The walk started inside the Underground station itself, inspired by the newly-installed artwork “Sunset, Sunrise, Sunset by Alexandre da Cunha (sponsored by Art on the Underground). Our group of about 20 different photographers were stimulated by the bright and changing colours of the art. We were told that, among other things, it represented all the colours in the night sky over London. It was there to encourage people to look up, and to encourage conversations. And that it did.

I didn’t know any of the other photographers. We came with different equipment, different levels of expertise and varied ideas of what would make a good photo. As we walked, talked, and framed our photos, the conversations moved from art and composition to issues around construction and gentrification, what makes the essence of a neighbourhood, what changes London has gone through and is going through, and so much more. Many of us were from places other than London – Barbados, Germany, Italy, France, Denmark, Manchester, Michigan – but that was no obstacle to the conversation. The fact that many of us had adopted London as our home, and delighted in seeing both the changes and the continuity, held us together.

The Battersea Power Station was central to our walk. However, as the building will not be ready for visitors until 2025, we also were in the area to explore the surroundings and contrast the old with the modern. The newly constructed buildings were dramatic. Some looked like curved movements in stone, others appeared like layers of shattered glass. There were adaptations for the 21st century: one building had three-story balconies with trees embedded in the buildings. On the ground surfaces, pools of running water at interesting angles flowed down towards the Thames.

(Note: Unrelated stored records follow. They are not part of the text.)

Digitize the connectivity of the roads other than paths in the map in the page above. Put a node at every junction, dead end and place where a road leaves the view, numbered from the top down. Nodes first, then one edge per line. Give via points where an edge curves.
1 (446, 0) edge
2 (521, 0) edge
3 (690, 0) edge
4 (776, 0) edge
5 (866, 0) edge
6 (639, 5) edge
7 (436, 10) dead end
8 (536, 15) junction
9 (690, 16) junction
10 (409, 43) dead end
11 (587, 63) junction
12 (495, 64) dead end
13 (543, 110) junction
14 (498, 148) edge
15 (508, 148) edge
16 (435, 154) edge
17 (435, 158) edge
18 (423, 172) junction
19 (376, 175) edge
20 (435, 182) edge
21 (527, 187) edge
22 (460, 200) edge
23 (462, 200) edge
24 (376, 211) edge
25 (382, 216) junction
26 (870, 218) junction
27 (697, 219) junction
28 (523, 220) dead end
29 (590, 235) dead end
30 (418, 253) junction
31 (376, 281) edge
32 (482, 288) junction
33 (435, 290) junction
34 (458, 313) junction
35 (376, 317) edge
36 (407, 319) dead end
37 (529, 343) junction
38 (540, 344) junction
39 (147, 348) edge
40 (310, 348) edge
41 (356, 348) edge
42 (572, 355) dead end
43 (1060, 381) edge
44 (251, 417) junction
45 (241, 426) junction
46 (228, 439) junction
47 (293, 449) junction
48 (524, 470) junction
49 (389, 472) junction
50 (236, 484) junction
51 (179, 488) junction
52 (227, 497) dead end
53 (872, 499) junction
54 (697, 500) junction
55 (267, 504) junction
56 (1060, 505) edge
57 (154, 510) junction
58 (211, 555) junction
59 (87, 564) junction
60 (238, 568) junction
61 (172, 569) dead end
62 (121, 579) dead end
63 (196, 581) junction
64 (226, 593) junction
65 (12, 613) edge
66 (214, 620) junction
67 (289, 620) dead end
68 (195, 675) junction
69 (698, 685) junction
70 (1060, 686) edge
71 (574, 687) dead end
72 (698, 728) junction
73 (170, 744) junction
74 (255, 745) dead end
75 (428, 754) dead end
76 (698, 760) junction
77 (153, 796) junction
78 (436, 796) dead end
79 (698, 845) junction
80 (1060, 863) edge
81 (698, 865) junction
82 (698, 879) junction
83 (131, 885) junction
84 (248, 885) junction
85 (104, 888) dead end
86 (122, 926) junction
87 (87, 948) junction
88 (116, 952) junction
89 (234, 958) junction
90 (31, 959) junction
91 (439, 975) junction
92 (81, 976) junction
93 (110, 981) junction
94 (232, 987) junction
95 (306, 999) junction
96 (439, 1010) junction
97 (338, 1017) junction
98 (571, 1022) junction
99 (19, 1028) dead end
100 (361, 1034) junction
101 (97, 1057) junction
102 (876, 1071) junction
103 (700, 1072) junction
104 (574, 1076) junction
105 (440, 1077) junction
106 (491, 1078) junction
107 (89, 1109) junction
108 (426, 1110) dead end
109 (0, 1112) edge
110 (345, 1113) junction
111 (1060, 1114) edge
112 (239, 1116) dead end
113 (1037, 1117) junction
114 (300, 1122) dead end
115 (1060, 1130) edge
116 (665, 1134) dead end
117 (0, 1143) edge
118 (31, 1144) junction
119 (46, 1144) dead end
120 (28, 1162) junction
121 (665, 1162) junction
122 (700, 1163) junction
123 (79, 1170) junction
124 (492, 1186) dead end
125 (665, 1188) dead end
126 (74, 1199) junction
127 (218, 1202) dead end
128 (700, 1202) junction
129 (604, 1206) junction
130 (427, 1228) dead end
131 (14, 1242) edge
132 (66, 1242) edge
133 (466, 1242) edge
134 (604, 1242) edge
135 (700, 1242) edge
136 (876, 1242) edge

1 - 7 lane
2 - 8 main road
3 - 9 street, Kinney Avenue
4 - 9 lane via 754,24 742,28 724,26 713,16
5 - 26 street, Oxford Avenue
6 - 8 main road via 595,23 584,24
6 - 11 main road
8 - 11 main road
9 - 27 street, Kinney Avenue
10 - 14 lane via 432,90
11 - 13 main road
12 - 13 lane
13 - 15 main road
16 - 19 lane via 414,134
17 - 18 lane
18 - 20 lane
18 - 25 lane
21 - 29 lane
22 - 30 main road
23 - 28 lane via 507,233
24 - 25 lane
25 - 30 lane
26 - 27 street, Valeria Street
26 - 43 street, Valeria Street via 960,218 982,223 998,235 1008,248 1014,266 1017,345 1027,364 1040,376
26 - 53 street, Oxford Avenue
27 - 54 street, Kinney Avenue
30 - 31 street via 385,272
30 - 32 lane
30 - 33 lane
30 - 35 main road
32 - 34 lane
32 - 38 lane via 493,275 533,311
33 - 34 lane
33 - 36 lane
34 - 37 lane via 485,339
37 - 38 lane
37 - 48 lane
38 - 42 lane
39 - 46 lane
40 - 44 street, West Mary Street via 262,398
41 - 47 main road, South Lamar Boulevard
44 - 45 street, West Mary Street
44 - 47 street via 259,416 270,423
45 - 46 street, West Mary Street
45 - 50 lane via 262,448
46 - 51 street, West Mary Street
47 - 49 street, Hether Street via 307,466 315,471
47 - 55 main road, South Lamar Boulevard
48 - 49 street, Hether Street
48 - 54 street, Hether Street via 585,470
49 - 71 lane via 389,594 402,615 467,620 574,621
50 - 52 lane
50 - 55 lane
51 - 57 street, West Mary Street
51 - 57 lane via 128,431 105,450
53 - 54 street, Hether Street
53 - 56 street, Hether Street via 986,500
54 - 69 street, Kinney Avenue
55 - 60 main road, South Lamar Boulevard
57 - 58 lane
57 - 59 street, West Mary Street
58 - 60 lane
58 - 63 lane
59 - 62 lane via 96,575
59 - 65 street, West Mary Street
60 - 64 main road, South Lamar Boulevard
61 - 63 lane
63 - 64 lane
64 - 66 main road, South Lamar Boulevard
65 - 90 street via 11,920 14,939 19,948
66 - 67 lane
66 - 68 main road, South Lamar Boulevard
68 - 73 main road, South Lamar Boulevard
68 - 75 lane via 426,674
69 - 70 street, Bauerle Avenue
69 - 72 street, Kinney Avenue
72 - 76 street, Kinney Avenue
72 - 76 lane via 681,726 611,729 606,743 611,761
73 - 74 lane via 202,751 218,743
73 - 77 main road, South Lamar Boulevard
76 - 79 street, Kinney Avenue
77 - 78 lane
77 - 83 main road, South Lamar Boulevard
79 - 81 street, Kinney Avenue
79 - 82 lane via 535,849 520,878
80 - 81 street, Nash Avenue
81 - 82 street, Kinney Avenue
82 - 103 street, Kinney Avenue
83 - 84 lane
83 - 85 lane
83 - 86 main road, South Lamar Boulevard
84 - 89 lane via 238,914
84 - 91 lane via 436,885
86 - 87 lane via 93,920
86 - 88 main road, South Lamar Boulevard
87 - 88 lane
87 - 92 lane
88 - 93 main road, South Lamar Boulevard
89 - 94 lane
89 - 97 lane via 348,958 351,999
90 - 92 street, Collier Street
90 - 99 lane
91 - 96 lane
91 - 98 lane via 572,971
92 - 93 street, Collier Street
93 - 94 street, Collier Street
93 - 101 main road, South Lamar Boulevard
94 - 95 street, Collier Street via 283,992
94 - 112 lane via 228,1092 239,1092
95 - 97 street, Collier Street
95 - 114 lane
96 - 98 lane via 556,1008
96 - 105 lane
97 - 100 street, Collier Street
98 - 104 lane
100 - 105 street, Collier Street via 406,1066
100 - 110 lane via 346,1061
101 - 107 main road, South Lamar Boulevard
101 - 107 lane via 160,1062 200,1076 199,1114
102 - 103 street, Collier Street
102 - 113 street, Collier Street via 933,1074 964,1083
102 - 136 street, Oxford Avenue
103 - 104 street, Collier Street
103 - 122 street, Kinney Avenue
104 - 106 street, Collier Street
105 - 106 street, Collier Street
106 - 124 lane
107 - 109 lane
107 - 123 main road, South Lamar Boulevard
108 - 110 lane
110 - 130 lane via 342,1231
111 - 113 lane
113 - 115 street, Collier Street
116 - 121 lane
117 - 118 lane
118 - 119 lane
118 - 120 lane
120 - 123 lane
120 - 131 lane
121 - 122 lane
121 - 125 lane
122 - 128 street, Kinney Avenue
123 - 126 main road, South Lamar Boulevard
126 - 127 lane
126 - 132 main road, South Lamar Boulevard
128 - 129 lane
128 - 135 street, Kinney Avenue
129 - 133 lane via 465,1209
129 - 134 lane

The newly constructed buildings were dramatic. Some looked like curved movements in stone, others appeared like layers of shattered glass.

As the light began to fall, we walked under the railway bridge to see bunting in all colours, and a huge painted banner that said “Power.” Then we rose up to Chelsea Bridge to see the Thames and Battersea from a different angle. Albert Bridge, next to us, lit up suddenly, but ours stayed dark. Busses, bicyclists and pedestrians all moved along good-naturedly. It was after rush hour, so no rush. We talked and paused every so often for people to take their shots, changing the angles of sight. Some people got down on their knees, others peered over the edge. We did not move swiftly, as everyone had their moments to frame the changing light and surroundings.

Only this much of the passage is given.